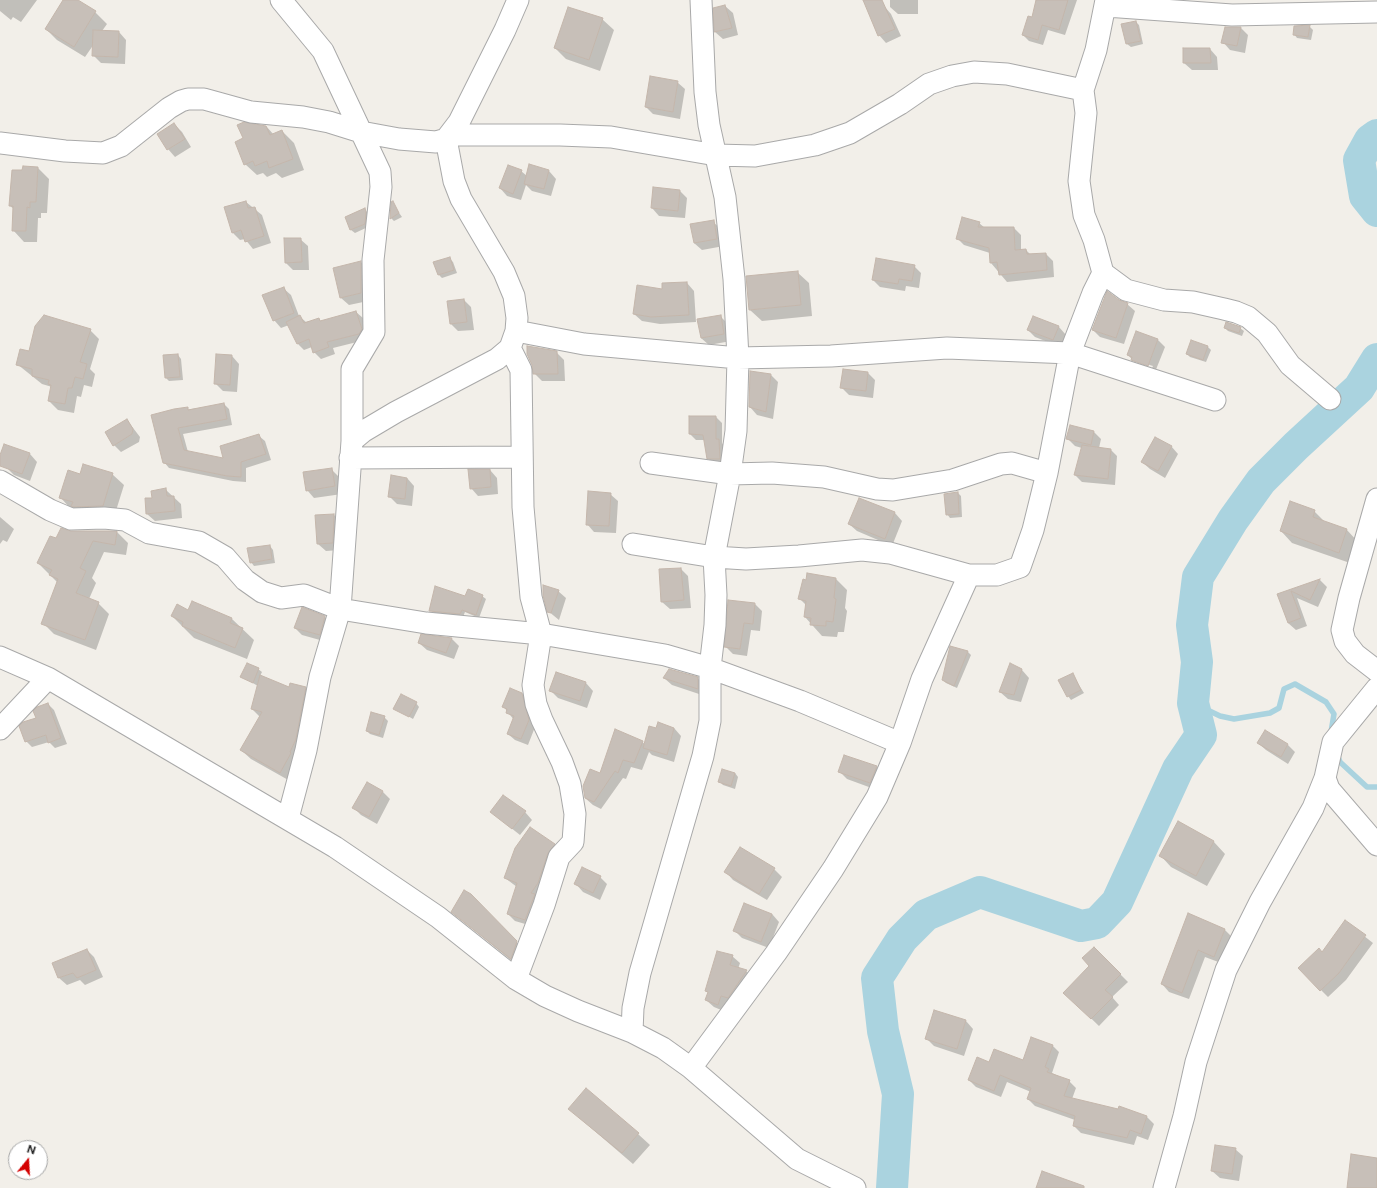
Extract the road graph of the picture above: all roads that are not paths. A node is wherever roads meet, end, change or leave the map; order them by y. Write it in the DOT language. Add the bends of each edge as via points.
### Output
graph roads {
  1 [pos="281,0"];
  2 [pos="518,0"];
  3 [pos="701,0"];
  4 [pos="1106,3"];
  5 [pos="1377,12"];
  6 [pos="1083,90"];
  7 [pos="361,132"];
  8 [pos="449,136"];
  9 [pos="0,144"];
  10 [pos="716,155"];
  11 [pos="1103,272"];
  12 [pos="513,339"];
  13 [pos="1070,353"];
  14 [pos="738,358"];
  15 [pos="1330,399"];
  16 [pos="1215,400"];
  17 [pos="351,449"];
  18 [pos="521,457"];
  19 [pos="651,463"];
  20 [pos="1047,473"];
  21 [pos="730,474"];
  22 [pos="0,481"];
  23 [pos="1377,499"];
  24 [pos="633,544"];
  25 [pos="714,557"];
  26 [pos="969,575"];
  27 [pos="340,609"];
  28 [pos="541,634"];
  29 [pos="0,657"];
  30 [pos="710,668"];
  31 [pos="1377,672"];
  32 [pos="48,678"];
  33 [pos="1377,688"];
  34 [pos="0,730"];
  35 [pos="900,743"];
  36 [pos="1325,778"];
  37 [pos="288,818"];
  38 [pos="1377,845"];
  39 [pos="516,979"];
  40 [pos="632,1032"];
  41 [pos="691,1068"];
  42 [pos="855,1188"];
  43 [pos="1164,1188"];
  1 -- 7 [label="street" via="323,51"];
  2 -- 8 [label="street"];
  3 -- 10 [label="street" via="705,92"];
  4 -- 5 [label="street" via="1232,15"];
  4 -- 6 [label="street" via="1096,50"];
  6 -- 10 [label="street" via="1007,74 974,72 929,84 900,104 843,135 815,145 755,156"];
  6 -- 11 [label="street" via="1086,114 1079,181 1081,202"];
  7 -- 8 [label="street" via="412,142 436,142"];
  7 -- 9 [label="street" via="303,117 251,112 204,99 188,99 169,108 121,146 104,153"];
  7 -- 17 [label="street" via="380,172 381,187 373,260 374,332 352,369"];
  8 -- 10 [label="street" via="611,137"];
  8 -- 12 [label="street" via="454,181 461,199 504,272 514,296 517,318"];
  10 -- 14 [label="street" via="730,232"];
  11 -- 13 [label="street"];
  11 -- 15 [label="street" via="1126,290 1164,300 1224,308 1248,317 1267,333 1290,365"];
  12 -- 14 [label="street"];
  12 -- 17 [label="street" via="497,360 364,431"];
  12 -- 18 [label="street" via="521,370"];
  13 -- 14 [label="street" via="947,348 831,356"];
  13 -- 16 [label="street"];
  13 -- 20 [label="street"];
  14 -- 21 [label="street" via="736,432"];
  17 -- 18 [label="street"];
  17 -- 27 [label="street"];
  18 -- 28 [label="street" via="531,597"];
  19 -- 21 [label="street"];
  20 -- 21 [label="street" via="1012,463 1001,464 953,480 893,490 824,477 772,473"];
  20 -- 26 [label="street" via="1033,530 1020,567 997,575"];
  21 -- 25 [label="street"];
  22 -- 27 [label="street" via="71,519 125,520 149,533 199,542 225,557 245,580 262,592 281,598 304,595"];
  23 -- 31 [label="street" via="1342,630 1345,641 1355,654"];
  24 -- 25 [label="street"];
  25 -- 26 [label="street" via="799,556 862,550 890,552"];
  25 -- 30 [label="street" via="715,625"];
  26 -- 35 [label="street" via="922,680"];
  27 -- 28 [label="street" via="426,622"];
  27 -- 37 [label="street" via="320,676 306,750"];
  28 -- 30 [label="street" via="665,655"];
  28 -- 39 [label="street" via="533,685 536,704 570,784 575,814 573,842 559,857"];
  29 -- 32 [label="street"];
  30 -- 35 [label="street" via="800,701"];
  30 -- 40 [label="street" via="710,720 703,756 640,974 633,1008"];
  32 -- 34 [label="street"];
  32 -- 37 [label="street"];
  33 -- 36 [label="street" via="1333,742"];
  35 -- 41 [label="street" via="877,797 833,869 776,953"];
  36 -- 38 [label="street" via="1328,789"];
  36 -- 43 [label="street" via="1313,808 1260,902 1226,970 1196,1062"];
  37 -- 39 [label="street" via="438,917"];
  39 -- 40 [label="street" via="545,996"];
  40 -- 41 [label="street" via="663,1048"];
  41 -- 42 [label="street" via="797,1159"];
}
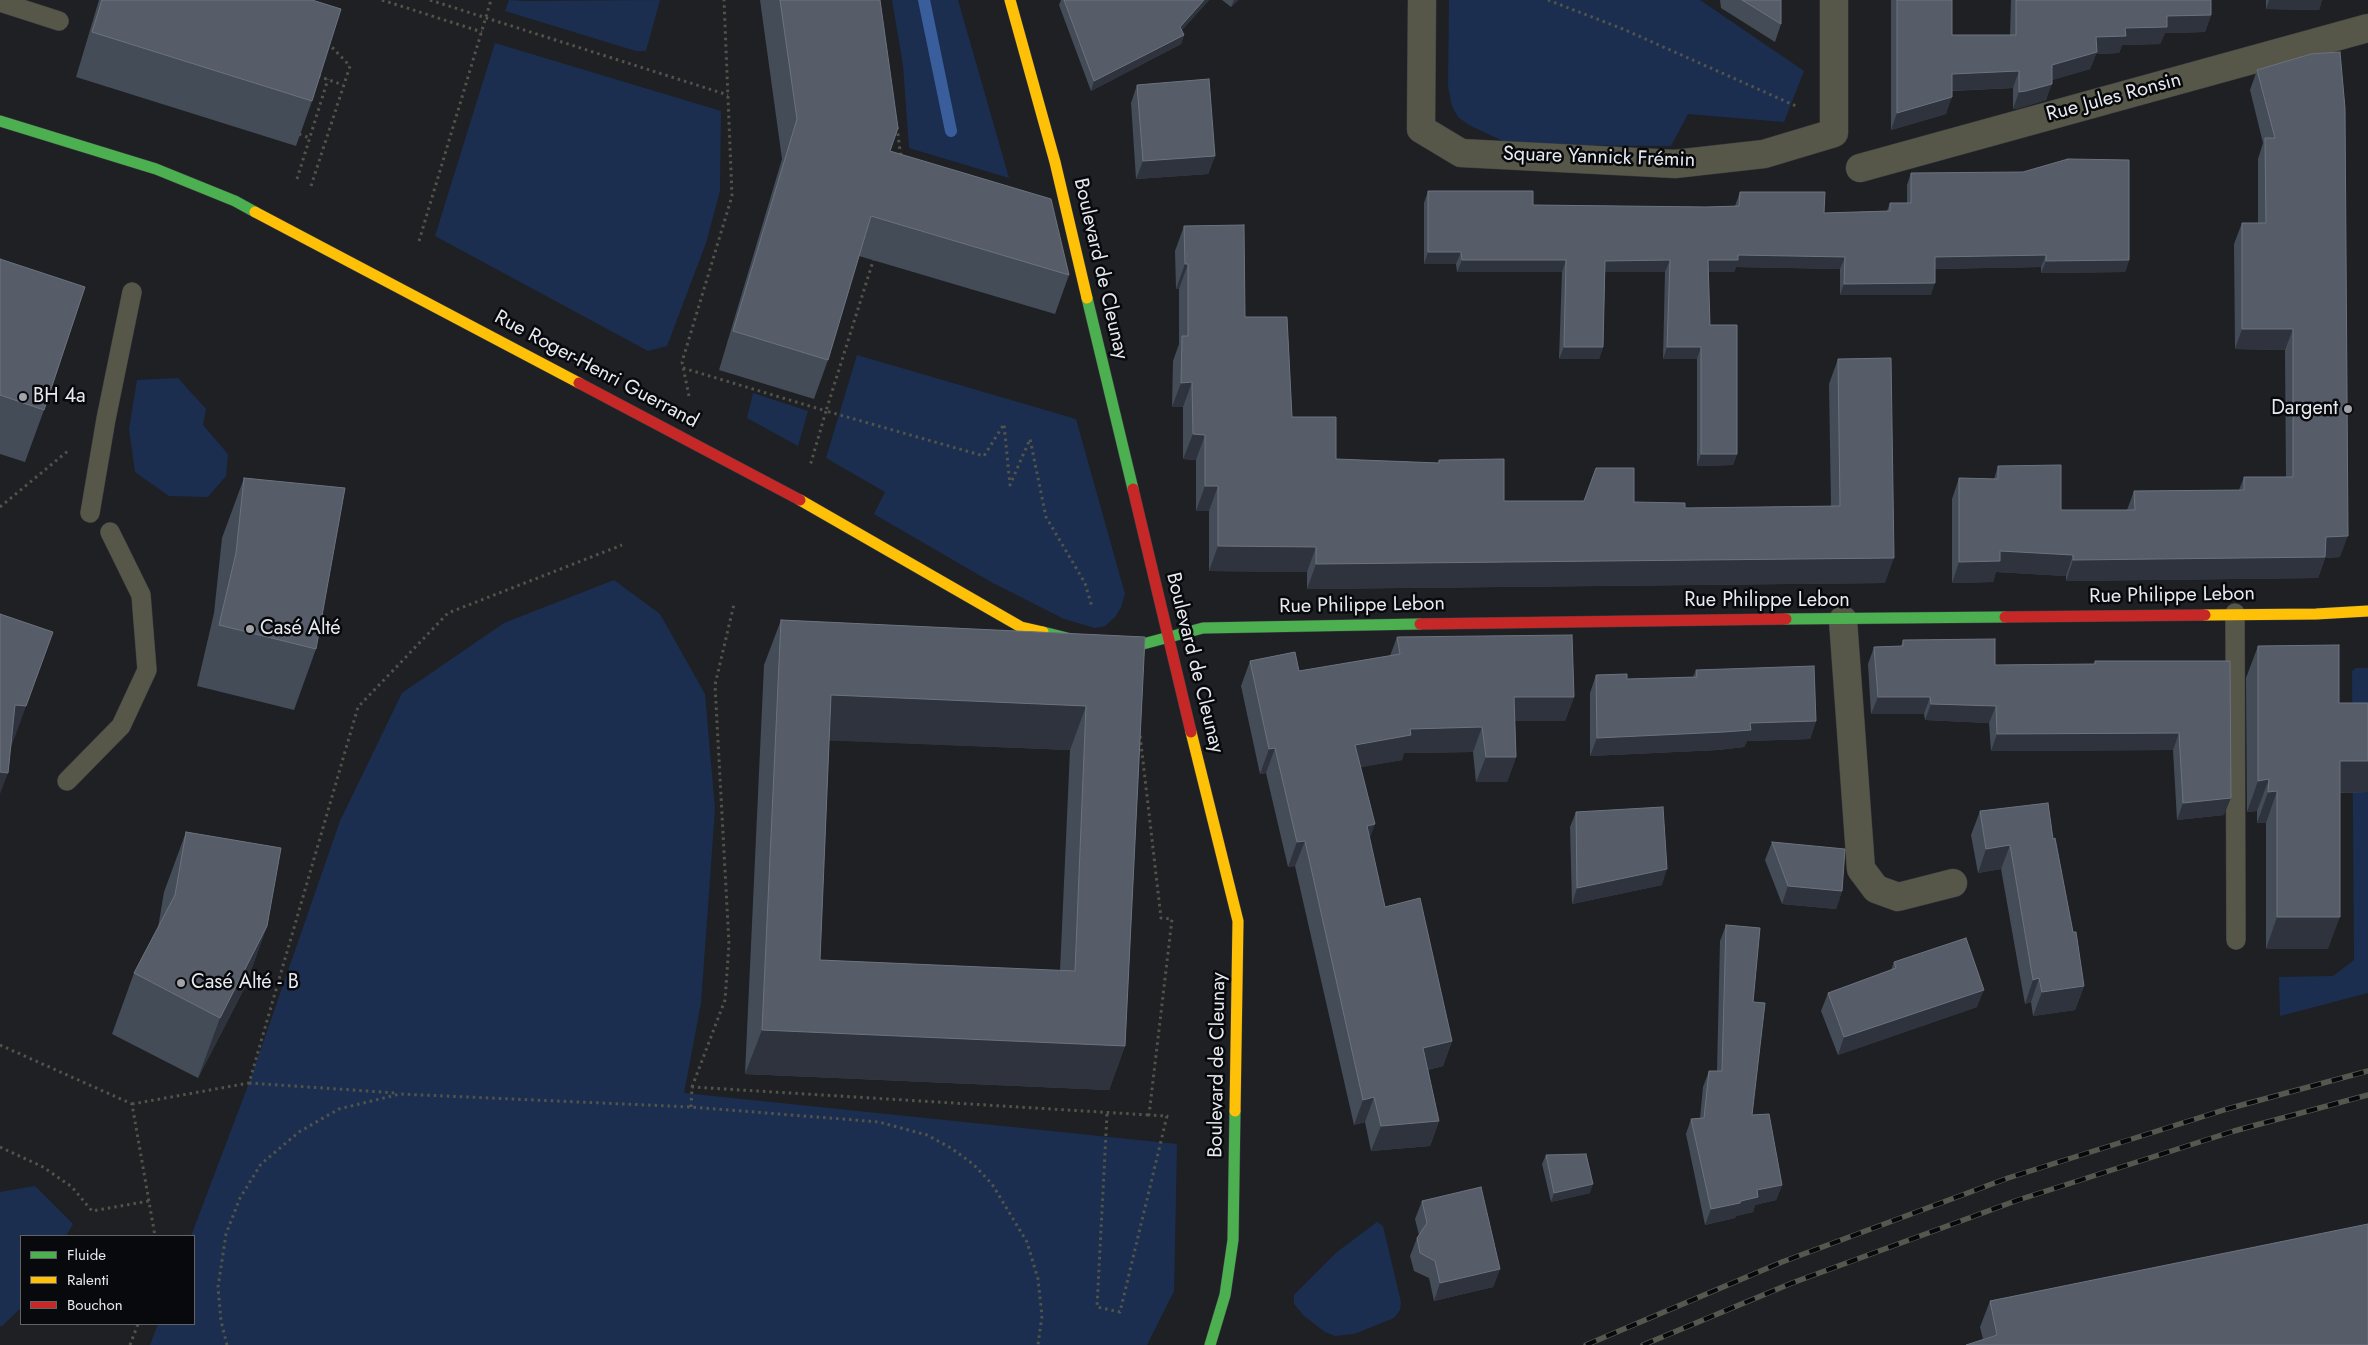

• • • •

## What is being asked
Verbatim reproduction of every entry is needed, with the images left out.

## Solution to this task
Extract the road graph of the picture above: all roads that are not paths. A node is wherever roads meet, end, change or leave the map; order them by y. Write it in the DOT language. Add the bends of each edge as via points.
### Output
graph roads {
  1 [pos="281,0"];
  2 [pos="518,0"];
  3 [pos="701,0"];
  4 [pos="1106,3"];
  5 [pos="1377,12"];
  6 [pos="1083,90"];
  7 [pos="361,132"];
  8 [pos="449,136"];
  9 [pos="0,144"];
  10 [pos="716,155"];
  11 [pos="1103,272"];
  12 [pos="513,339"];
  13 [pos="1070,353"];
  14 [pos="738,358"];
  15 [pos="1330,399"];
  16 [pos="1215,400"];
  17 [pos="351,449"];
  18 [pos="521,457"];
  19 [pos="651,463"];
  20 [pos="1047,473"];
  21 [pos="730,474"];
  22 [pos="0,481"];
  23 [pos="1377,499"];
  24 [pos="633,544"];
  25 [pos="714,557"];
  26 [pos="969,575"];
  27 [pos="340,609"];
  28 [pos="541,634"];
  29 [pos="0,657"];
  30 [pos="710,668"];
  31 [pos="1377,672"];
  32 [pos="48,678"];
  33 [pos="1377,688"];
  34 [pos="0,730"];
  35 [pos="900,743"];
  36 [pos="1325,778"];
  37 [pos="288,818"];
  38 [pos="1377,845"];
  39 [pos="516,979"];
  40 [pos="632,1032"];
  41 [pos="691,1068"];
  42 [pos="855,1188"];
  43 [pos="1164,1188"];
  1 -- 7 [label="street" via="323,51"];
  2 -- 8 [label="street"];
  3 -- 10 [label="street" via="705,92"];
  4 -- 5 [label="street" via="1232,15"];
  4 -- 6 [label="street" via="1096,50"];
  6 -- 10 [label="street" via="1007,74 974,72 929,84 900,104 843,135 815,145 755,156"];
  6 -- 11 [label="street" via="1086,114 1079,181 1081,202"];
  7 -- 8 [label="street" via="412,142 436,142"];
  7 -- 9 [label="street" via="303,117 251,112 204,99 188,99 169,108 121,146 104,153"];
  7 -- 17 [label="street" via="380,172 381,187 373,260 374,332 352,369"];
  8 -- 10 [label="street" via="611,137"];
  8 -- 12 [label="street" via="454,181 461,199 504,272 514,296 517,318"];
  10 -- 14 [label="street" via="730,232"];
  11 -- 13 [label="street"];
  11 -- 15 [label="street" via="1126,290 1164,300 1224,308 1248,317 1267,333 1290,365"];
  12 -- 14 [label="street"];
  12 -- 17 [label="street" via="497,360 364,431"];
  12 -- 18 [label="street" via="521,370"];
  13 -- 14 [label="street" via="947,348 831,356"];
  13 -- 16 [label="street"];
  13 -- 20 [label="street"];
  14 -- 21 [label="street" via="736,432"];
  17 -- 18 [label="street"];
  17 -- 27 [label="street"];
  18 -- 28 [label="street" via="531,597"];
  19 -- 21 [label="street"];
  20 -- 21 [label="street" via="1012,463 1001,464 953,480 893,490 824,477 772,473"];
  20 -- 26 [label="street" via="1033,530 1020,567 997,575"];
  21 -- 25 [label="street"];
  22 -- 27 [label="street" via="71,519 125,520 149,533 199,542 225,557 245,580 262,592 281,598 304,595"];
  23 -- 31 [label="street" via="1342,630 1345,641 1355,654"];
  24 -- 25 [label="street"];
  25 -- 26 [label="street" via="799,556 862,550 890,552"];
  25 -- 30 [label="street" via="715,625"];
  26 -- 35 [label="street" via="922,680"];
  27 -- 28 [label="street" via="426,622"];
  27 -- 37 [label="street" via="320,676 306,750"];
  28 -- 30 [label="street" via="665,655"];
  28 -- 39 [label="street" via="533,685 536,704 570,784 575,814 573,842 559,857"];
  29 -- 32 [label="street"];
  30 -- 35 [label="street" via="800,701"];
  30 -- 40 [label="street" via="710,720 703,756 640,974 633,1008"];
  32 -- 34 [label="street"];
  32 -- 37 [label="street"];
  33 -- 36 [label="street" via="1333,742"];
  35 -- 41 [label="street" via="877,797 833,869 776,953"];
  36 -- 38 [label="street" via="1328,789"];
  36 -- 43 [label="street" via="1313,808 1260,902 1226,970 1196,1062"];
  37 -- 39 [label="street" via="438,917"];
  39 -- 40 [label="street" via="545,996"];
  40 -- 41 [label="street" via="663,1048"];
  41 -- 42 [label="street" via="797,1159"];
}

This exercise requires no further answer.